### WHAT TO WORK ON
In the entries below, find each line with the word "Brookgreen" and return it.
(SUPPLIED DATA Opens)
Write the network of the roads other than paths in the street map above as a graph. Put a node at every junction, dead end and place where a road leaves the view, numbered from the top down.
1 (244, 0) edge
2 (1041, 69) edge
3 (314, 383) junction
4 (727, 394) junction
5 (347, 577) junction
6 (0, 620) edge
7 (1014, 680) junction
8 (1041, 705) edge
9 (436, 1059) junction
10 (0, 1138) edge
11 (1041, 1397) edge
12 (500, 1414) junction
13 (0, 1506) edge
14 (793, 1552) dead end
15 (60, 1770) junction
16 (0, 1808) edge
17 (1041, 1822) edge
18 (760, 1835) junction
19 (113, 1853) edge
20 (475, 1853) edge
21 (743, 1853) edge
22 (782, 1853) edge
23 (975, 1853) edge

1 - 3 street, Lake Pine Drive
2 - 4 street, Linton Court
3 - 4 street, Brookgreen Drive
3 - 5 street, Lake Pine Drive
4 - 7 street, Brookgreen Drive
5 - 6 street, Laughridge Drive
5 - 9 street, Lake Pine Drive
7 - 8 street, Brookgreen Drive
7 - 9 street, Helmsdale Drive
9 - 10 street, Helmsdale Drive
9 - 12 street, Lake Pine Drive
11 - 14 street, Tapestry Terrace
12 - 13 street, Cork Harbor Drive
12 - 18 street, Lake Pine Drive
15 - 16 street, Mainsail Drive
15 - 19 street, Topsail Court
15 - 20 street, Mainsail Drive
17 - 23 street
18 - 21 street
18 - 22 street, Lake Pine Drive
(SUPPLIED DATA Closes)
### EXERCISE SOLUTION
3 - 4 street, Brookgreen Drive
4 - 7 street, Brookgreen Drive
7 - 8 street, Brookgreen Drive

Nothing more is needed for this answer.